Ağıt dinlerken dil bilmenin ne önemi var, biraz yüreğimin kulağını kabartınca anlarım, savaşın ağıdı bu…

Bin çocuk annesini kaybetmiş; başka bin çocuk babasını…

Başka binler oğullarını ve kızlarını…

Atını, arabasını…

Sonra ağıdı söyleyen kadına döner gözlerim, bu coğrafyanın kadını, belli.

Yüzünde her bir derdi için bin çizgi…

Zamanında altın tarakla tarayıp bölgenin en nadide çiçekleriyle süslediği kır saçlarını yoluyor…

“Yapma diyorum, sen ki bu saçları boşa ağartmadın, her bir telini bir şehre hasretinden ağarttın.

Dinledim tüm ağıtlarını…

Bir gece Endülüs’te yakılan kütüphanelere ağlamıştın,

Saçlarını öyle yoldun ki kan geldi diplerinden,

O günden beri her yer kan.

Bak Şam’a, Bağdat’a, Beyrut’a, Kerkük’e…

Ağlamaktan sütün gitti be kadın!

Bebelerin aç!

Bak; Yemen’e, Sudan’a, Afrika’ya…

Üzüm bağların kurudu, hurma bahçelerini sahipsiz buldu birileri.

Üzerinde at oynatır oldu.

Yorgun dünyanın en verimli topraklarında soyu kuruyasıca birileri, dölsüz tohum üretir oldu.

Bu kadar acı sana da, seni dinleyen bana da fazla.”

Fısıldadı, kadın; “Ya Kudüs”.

Hayalimden uyandırmaya başladı bu kelime beni,

“Ya Kudüs“ diye fısıldadı tekrar.

Dedim ki: “Ana, ben çok şey bilmem; ama bilirim ki hiçbir zulüm sonsuz değildir.”

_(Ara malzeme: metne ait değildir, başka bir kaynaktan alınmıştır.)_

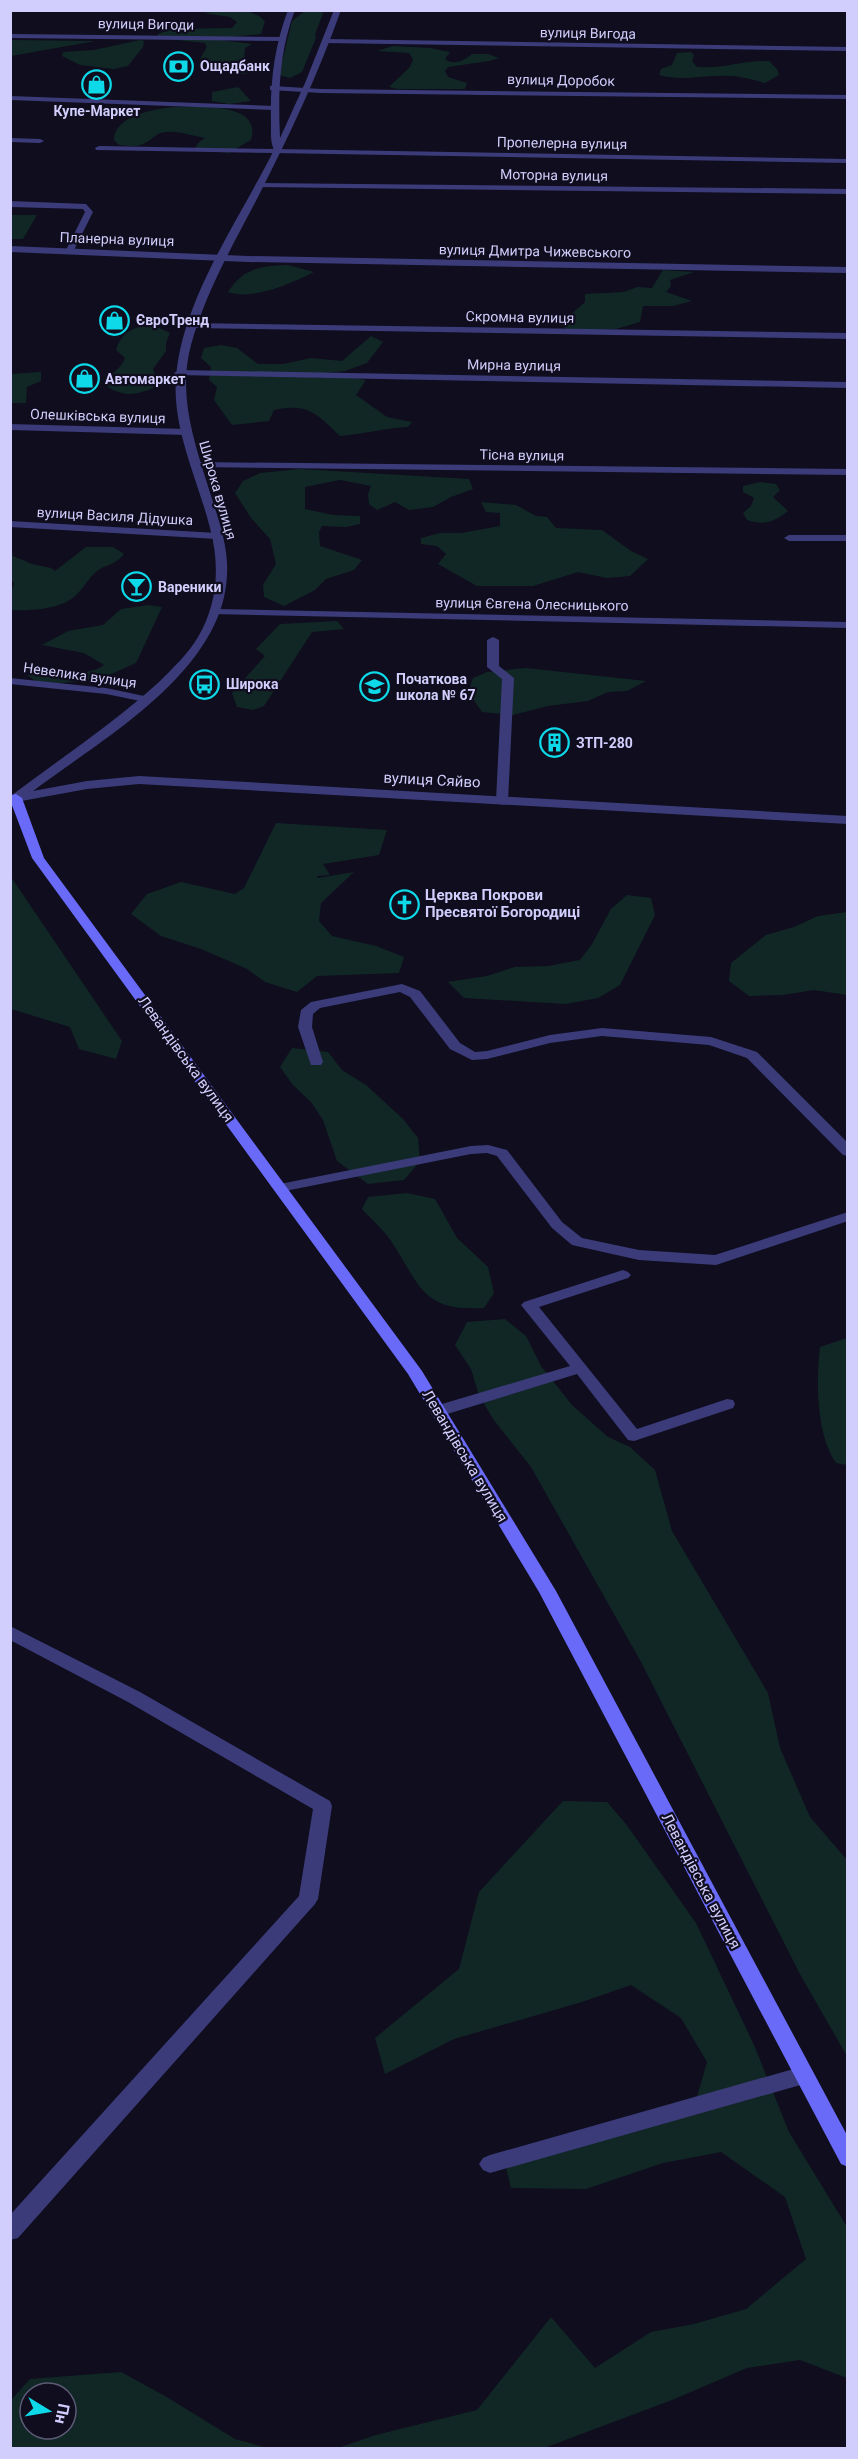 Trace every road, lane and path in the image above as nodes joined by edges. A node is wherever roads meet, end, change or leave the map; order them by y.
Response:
1 (292, 10) edge
2 (338, 10) edge
3 (10, 36) edge
4 (282, 39) junction
5 (327, 41) junction
6 (848, 49) edge
7 (273, 88) junction
8 (305, 90) junction
9 (848, 97) edge
10 (10, 98) edge
11 (275, 108) junction
12 (10, 140) edge
13 (40, 141) dead end
14 (99, 148) dead end
15 (276, 151) junction
16 (848, 161) edge
17 (260, 185) junction
18 (848, 192) edge
19 (10, 204) edge
20 (10, 249) edge
21 (70, 250) junction
22 (223, 258) junction
23 (848, 270) edge
24 (192, 325) junction
25 (848, 336) edge
26 (179, 373) junction
27 (848, 385) edge
28 (10, 427) edge
29 (186, 432) junction
30 (197, 465) junction
31 (847, 473) edge
32 (10, 524) edge
33 (217, 536) junction
34 (789, 538) dead end
35 (848, 538) edge
36 (216, 612) junction
37 (848, 625) edge
38 (493, 640) dead end
39 (10, 681) edge
40 (145, 699) junction
41 (12, 798) edge
42 (502, 801) junction
43 (848, 820) edge
44 (316, 1062) dead end
45 (848, 1152) edge
46 (280, 1188) junction
47 (848, 1216) edge
48 (622, 1275) dead end
49 (580, 1368) junction
50 (727, 1404) dead end
51 (438, 1411) junction
52 (10, 1632) edge
53 (804, 2075) junction
54 (848, 2158) edge
55 (490, 2164) dead end
56 (10, 2231) edge

1 - 4 street, Широка вулиця
2 - 5 street, Широка вулиця
3 - 4 street, вулиця Вигоди
4 - 7 street, Широка вулиця
5 - 6 street, вулиця Вигода
5 - 8 street, Широка вулиця
7 - 8 street, вулиця Доробок
7 - 11 street, Широка вулиця
8 - 9 street, вулиця Доробок
8 - 15 street, Широка вулиця
10 - 11 street
11 - 15 street, Широка вулиця
12 - 13 street
14 - 15 street, Пропелерна вулиця
15 - 16 street, Пропелерна вулиця
15 - 17 street, Широка вулиця
17 - 18 street, Моторна вулиця
17 - 22 street, Широка вулиця
19 - 21 street
20 - 21 street, Планерна вулиця
21 - 22 street, Планерна вулиця
22 - 23 street, вулиця Дмитра Чижевського
22 - 24 street, Широка вулиця
24 - 25 street, Скромна вулиця
24 - 26 street, Широка вулиця
26 - 27 street, Мирна вулиця
26 - 29 street, Широка вулиця
28 - 29 street, Олешківська вулиця
29 - 30 street, Широка вулиця
30 - 31 street, Тісна вулиця
30 - 33 street, Широка вулиця
32 - 33 street, вулиця Василя Дідушка
33 - 36 street, Широка вулиця
34 - 35 street
36 - 37 street, вулиця Євгена Олесницького
36 - 40 street, Широка вулиця
38 - 42 street
39 - 40 street, Невелика вулиця
40 - 41 street, Широка вулиця
41 - 42 street, вулиця Сяйво
41 - 46 main road, Левандівська вулиця
42 - 43 street, вулиця Сяйво
44 - 45 street
46 - 47 street
46 - 51 main road, Левандівська вулиця
48 - 49 street
49 - 50 street
49 - 51 street
51 - 53 main road, Левандівська вулиця
52 - 56 street
53 - 54 main road, Левандівська вулиця
53 - 55 street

Desem ki: “Evlatların gelir. Yalan olur…” Diyemem…

Hepsinin başında binbir bela, kan, zulüm, gözyaşı, ölümler, açlık.

Azrail sürekli Ortadoğu’da.

“Gözlerin”, dedim.

Gözlerinden kan gelmeye başladı.

Yine bölge kan içinde kalacak ve başkaları bu kanın üzerinde kayıkla gezinti yapacak.

Ama yok olmuş şehirler bilirim.

Onca heybetine, onca ihtişamına rağmen.

Ardından bir kez ah edilmeyen.

“Semut” gibi, “Ad” gibi, “Medyen” gibi.

Senin gördüklerinden daha mı az zalim idi?

Ve yine yüreksiz adamlar bilirim asırlar geçse de aradan,

Bedduası eksik olmayan,

“Nemrut” gibi, “Firavun” gibi.

Hayalimden uyanmak üzereyim ana.

Dünya dedikleri yer, tam sırat köprüsünün üzerinde.

Cennetimi ve cehennemimi görüyorum.

Ben ise araftayım

Yüreğim…

Yüreğim, Filistin askısında…

 


“Kudüs’te öldürülen Al Jazeera muhabiri Şirin Ebu Akile’nin bize duyurduğu nice haber hatırasına.”